Work order
If a line below holds the word "Mostem", count it; then say how many such lines there are and nothing else.

Stored data
--- START ---

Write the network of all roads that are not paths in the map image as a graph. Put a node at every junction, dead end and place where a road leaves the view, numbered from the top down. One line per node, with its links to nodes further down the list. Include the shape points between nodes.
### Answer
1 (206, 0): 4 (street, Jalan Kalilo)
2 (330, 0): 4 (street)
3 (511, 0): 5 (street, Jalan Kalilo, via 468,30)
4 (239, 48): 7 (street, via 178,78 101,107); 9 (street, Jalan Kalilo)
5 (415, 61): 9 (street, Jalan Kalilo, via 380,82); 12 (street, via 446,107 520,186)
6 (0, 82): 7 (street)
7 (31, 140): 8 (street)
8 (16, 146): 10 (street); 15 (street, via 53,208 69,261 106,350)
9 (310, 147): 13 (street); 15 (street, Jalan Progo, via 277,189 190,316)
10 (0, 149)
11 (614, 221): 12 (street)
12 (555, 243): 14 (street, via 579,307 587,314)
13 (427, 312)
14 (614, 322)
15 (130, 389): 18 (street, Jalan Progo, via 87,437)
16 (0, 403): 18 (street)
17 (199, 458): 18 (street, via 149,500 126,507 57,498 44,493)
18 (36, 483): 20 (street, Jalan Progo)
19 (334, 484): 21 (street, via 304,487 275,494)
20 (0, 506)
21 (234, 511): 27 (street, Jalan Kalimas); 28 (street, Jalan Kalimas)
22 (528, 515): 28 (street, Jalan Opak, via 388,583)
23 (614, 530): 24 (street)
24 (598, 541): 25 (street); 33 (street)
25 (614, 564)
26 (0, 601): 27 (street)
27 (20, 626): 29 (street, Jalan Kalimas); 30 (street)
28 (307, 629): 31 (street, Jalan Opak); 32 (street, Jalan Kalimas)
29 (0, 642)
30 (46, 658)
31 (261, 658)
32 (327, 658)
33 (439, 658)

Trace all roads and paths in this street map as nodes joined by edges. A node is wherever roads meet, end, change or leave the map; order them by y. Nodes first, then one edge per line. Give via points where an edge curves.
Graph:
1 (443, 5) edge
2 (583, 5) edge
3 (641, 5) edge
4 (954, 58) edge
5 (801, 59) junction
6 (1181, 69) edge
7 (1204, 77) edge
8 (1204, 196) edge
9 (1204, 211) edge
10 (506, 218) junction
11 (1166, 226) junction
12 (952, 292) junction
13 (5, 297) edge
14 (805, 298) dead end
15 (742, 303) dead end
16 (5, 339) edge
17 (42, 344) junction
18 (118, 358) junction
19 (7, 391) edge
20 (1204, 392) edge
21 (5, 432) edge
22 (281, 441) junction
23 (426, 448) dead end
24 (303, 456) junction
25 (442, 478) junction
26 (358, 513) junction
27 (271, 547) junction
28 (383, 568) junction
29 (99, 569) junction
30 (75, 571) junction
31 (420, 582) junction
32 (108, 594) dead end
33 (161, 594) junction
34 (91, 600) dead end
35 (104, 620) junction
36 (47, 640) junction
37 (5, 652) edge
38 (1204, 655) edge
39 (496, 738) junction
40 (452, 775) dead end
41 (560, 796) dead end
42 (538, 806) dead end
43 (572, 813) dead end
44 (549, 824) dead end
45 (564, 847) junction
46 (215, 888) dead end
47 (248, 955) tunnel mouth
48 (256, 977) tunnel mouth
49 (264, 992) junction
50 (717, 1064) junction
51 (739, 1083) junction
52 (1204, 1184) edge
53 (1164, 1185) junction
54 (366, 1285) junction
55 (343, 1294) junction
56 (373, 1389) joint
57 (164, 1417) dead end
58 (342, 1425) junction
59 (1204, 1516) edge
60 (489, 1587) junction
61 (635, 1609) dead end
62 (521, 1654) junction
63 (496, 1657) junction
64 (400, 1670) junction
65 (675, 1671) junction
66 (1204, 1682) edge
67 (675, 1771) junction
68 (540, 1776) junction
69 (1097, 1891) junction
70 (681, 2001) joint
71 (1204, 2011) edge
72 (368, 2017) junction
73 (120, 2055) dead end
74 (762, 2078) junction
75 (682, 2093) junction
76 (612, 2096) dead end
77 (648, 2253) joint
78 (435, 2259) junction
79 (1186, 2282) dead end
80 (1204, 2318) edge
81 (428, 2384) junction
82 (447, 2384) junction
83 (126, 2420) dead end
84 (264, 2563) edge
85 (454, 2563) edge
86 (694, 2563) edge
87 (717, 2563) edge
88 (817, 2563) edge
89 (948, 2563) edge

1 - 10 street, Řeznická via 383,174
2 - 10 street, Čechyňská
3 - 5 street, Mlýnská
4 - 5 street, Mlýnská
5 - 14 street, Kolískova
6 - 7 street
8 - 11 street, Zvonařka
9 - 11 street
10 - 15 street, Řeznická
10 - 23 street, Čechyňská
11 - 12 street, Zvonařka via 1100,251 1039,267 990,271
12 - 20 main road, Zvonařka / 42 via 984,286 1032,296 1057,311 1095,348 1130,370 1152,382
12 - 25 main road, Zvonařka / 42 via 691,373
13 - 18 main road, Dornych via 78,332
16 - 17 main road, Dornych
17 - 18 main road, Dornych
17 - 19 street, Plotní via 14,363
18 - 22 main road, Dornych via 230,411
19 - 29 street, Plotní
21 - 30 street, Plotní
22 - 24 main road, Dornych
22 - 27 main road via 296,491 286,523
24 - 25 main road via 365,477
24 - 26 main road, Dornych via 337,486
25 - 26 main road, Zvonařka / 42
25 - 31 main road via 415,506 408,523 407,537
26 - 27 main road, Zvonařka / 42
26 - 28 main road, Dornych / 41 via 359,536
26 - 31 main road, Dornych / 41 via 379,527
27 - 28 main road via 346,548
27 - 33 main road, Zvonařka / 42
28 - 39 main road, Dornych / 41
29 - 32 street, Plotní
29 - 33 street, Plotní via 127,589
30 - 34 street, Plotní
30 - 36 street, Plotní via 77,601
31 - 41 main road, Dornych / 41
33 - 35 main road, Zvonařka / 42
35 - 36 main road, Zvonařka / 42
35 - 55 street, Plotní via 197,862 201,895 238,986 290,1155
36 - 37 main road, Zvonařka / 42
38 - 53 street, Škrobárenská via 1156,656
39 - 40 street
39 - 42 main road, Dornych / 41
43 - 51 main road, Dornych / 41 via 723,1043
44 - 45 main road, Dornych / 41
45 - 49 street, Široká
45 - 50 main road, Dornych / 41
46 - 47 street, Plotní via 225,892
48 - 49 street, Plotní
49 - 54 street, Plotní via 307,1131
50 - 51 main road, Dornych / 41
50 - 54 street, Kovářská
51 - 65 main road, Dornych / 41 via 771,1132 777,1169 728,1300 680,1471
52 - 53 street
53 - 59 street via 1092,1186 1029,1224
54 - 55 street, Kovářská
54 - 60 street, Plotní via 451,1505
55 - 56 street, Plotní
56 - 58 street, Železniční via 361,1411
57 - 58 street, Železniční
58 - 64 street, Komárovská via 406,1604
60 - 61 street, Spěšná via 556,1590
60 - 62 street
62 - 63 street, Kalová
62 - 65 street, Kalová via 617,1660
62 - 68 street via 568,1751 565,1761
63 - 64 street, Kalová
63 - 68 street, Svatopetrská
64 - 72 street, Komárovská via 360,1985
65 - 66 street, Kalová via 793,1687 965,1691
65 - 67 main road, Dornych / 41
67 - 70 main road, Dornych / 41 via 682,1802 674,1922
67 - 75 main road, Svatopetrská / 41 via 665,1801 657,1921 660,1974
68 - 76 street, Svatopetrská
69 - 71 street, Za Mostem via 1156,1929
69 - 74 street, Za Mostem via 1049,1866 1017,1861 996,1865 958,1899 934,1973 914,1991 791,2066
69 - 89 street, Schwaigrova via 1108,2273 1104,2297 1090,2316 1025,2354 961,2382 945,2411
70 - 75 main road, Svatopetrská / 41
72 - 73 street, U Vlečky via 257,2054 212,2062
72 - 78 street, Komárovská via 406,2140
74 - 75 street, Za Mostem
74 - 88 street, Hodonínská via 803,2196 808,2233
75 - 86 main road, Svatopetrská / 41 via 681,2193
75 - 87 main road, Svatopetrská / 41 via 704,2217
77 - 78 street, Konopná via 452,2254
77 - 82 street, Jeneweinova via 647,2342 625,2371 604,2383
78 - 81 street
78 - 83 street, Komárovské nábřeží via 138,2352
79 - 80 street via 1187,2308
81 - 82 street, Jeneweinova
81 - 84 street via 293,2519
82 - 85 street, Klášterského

--- END ---

Finished task
3